After investigating the instability, I have verified my previous expectation that this heavily dependent on the gamma rule, which can lead to vanishing contributions.

This is also why it is so dependent on the heuristic used in the stabilize function.

In my analysis I have also found that the ResNet residual connections can also lead to vanishing contributions when they are attributed with Norm(), which also requires the stabilizer to be changed accordingly.

In my conclusion, there is no global solution that could be implemented in Zennit.
However, I think exposing more control over the stabilizer in the built-in Composites, especially the epsilon value for Norm(), will greatly help the user. Gamma is otherwise already exposed in the built-in composites. I have implemented multiple heuristics for stabilize, however, the general gist seems to be "lower gamma" -> "higher epsilon" (e.g. through heuristic). I will think a little whether it may be better to pass a function, or the parameters for a feature-rich stabilize function, maybe making both possible would give the most freedom.

As a side note, I have also noticed that for VGG the necessary epsilon grows when the bias is not included, as I am currently preparing the 'no-bias' feature.
The obvious hypothesis here is that when the bias is positive, it acts like a stabilizer itself, similar to a higher epsilon.

Here is also the snippet I used for my analysis.

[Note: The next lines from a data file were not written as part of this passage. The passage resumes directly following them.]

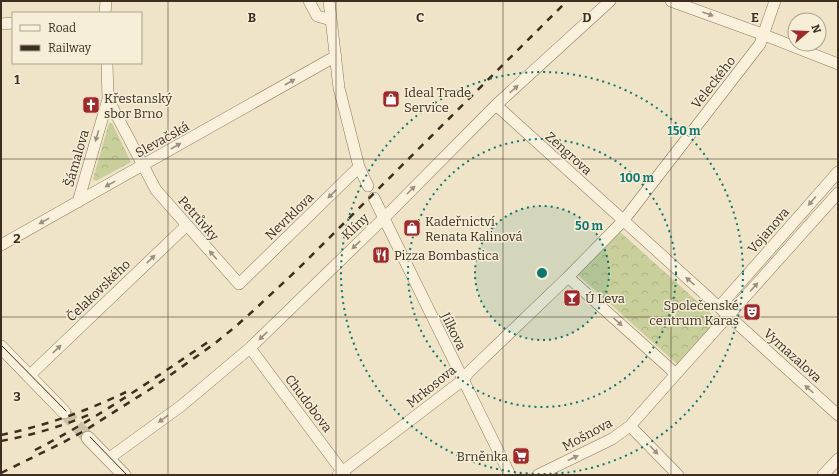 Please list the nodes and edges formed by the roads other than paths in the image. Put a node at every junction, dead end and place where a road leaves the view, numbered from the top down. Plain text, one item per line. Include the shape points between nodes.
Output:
1 (106, 1) edge
2 (309, 1) edge
3 (329, 1) edge
4 (610, 1) edge
5 (672, 1) edge
6 (775, 1) edge
7 (105, 12) edge
8 (331, 20) junction
9 (12, 23) edge
10 (1, 24) edge
11 (762, 34) junction
12 (336, 56) junction
13 (106, 64) edge
14 (838, 64) edge
15 (108, 99) junction
16 (496, 105) junction
17 (142, 166) junction
18 (360, 167) junction
19 (838, 172) edge
20 (834, 184) edge
21 (368, 186) dead end
22 (838, 193) edge
23 (374, 198) dead end
24 (78, 202) junction
25 (384, 218) junction
26 (623, 221) junction
27 (186, 225) junction
28 (1, 245) edge
29 (568, 277) junction
30 (239, 284) joint
31 (719, 307) junction
32 (728, 316) junction
33 (1, 347) edge
34 (250, 348) junction
35 (676, 374) junction
36 (29, 376) junction
37 (463, 380) junction
38 (64, 412) tunnel mouth
39 (838, 415) edge
40 (630, 426) junction
41 (88, 438) tunnel mouth
42 (108, 459) junction
43 (838, 459) edge
44 (342, 474) edge
45 (124, 475) edge
46 (510, 475) edge
47 (538, 475) edge
48 (678, 475) edge
49 (823, 475) edge

1 - 7 street
2 - 8 street via 317,16
3 - 8 street
16 -> 4 street, Klíny
5 -> 11 street
6 - 11 street, Veleckého
8 - 12 street
9 - 10 street
11 - 14 street
11 - 26 street, Veleckého via 760,44
17 -> 12 street, Slevačská
12 - 18 street via 339,88
13 - 15 street, Šámalova
15 - 17 street, Šámalova
15 -> 24 street, Šámalova
25 -> 16 street, Klíny
16 - 26 street, Zengrova
17 -> 24 street, Slevačská
17 - 27 street, Petrůvky via 156,190
18 - 21 street
18 -> 30 street, Nevrklova
19 - 20 street, Vojanova
20 -> 31 street, Vojanova
32 -> 22 street, Vojanova
23 - 25 street, Jílkova
24 -> 28 street, Slevačská
25 -> 34 street, Klíny
25 - 37 street, Jílkova
26 - 29 street, Veleckého
31 -> 26 street, Zengrova
30 -> 27 street, Petrůvky
36 -> 27 street, Čelakovského
29 -> 35 street
29 - 37 street, Mrkosova
31 - 32 street, Vymazalova
32 - 35 street, Vojanova
39 -> 32 street, Vymazalova
33 - 36 street
34 -> 42 street, Klíny via 181,406
34 - 44 street, Chudobova
35 - 40 street, Mošnova
36 - 38 street
37 - 44 street, Mrkosova
37 - 46 street, Jílkova
47 -> 40 street, Mošnova via 612,439
40 -> 48 street
41 - 42 street
42 - 45 street
43 - 49 street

I am thinking of also adding something similiar as a tutorial, to also debug conservativity.

Python code
#!/usr/bin/env python3
import torch
from PIL import Image
from torchvision.models import resnet18, vgg11_bn
from torchvision.transforms import Compose, Resize, CenterCrop, Normalize, ToTensor

from zennit.attribution import Gradient
from zennit.core import collect_leaves, RemovableHandleList
from zennit.composites import EpsilonGammaBox
from zennit.torchvision import ResNetCanonizer, VGGCanonizer
from zennit.image import imsave


def trace_hook(target):
  def trace(module, input, output):
      output.retain_grad()
      target.append((module, output))
  return trace


def main():
  transform_img = Compose([
      Resize(256),
      CenterCrop(224),
  ])
  transform_norm = Normalize((0.485, 0.456, 0.406), (0.229, 0.224, 0.225))
  transform = Compose([
      transform_img,
      ToTensor(),
      transform_norm,
  ])

  image = Image.open('dornbusch-lighthouse.jpg')
  data = transform(image)[None]

  modules = []

  model = resnet18(pretrained=True).eval()
  canonizer = ResNetCanonizer()

  # model = vgg11_bn(pretrained=True).eval()
  # canonizer = VGGCanonizer()

  low, high = transform_norm(torch.tensor([[[[[0.]]] * 3], [[[[1.]]] * 3]]))
  # low, high = (-3., 3.)
  composite = EpsilonGammaBox(
      low=low,
      high=high,
      zero_params=['bias'],
      gamma=4.,
      epsilon=1e-6,
      canonizers=[canonizer]
  )
  target = torch.eye(1000)[[437]]

  with Gradient(model=model, composite=composite) as attributor:
      handles = RemovableHandleList(
          module.register_forward_hook(trace_hook(modules))
          for module in collect_leaves(model)
      )
      output, attribution = attributor(data, target)
      handles.remove()
  print(f'Prediction: {output.argmax(1)[0].item()}')

  lines = [
      f'{n + 1:03d} {module.__class__.__name__:17s}: '
      f'{(output.grad.max() - output.grad.min()).item():.2e} {output.grad.sum().item():.2e}'
      for n, (module, output) in enumerate(modules)
  ]
  lines.insert(
      0,
      f'000 {"input":17s}: {(attribution.max() - attribution.min()).item():.2e} {attribution.sum().item():.2e}'
  )

  print('\n'.join(lines))

  imsave('heatmap.png', attribution.sum(1)[0], symmetric=True, cmap='coldnhot')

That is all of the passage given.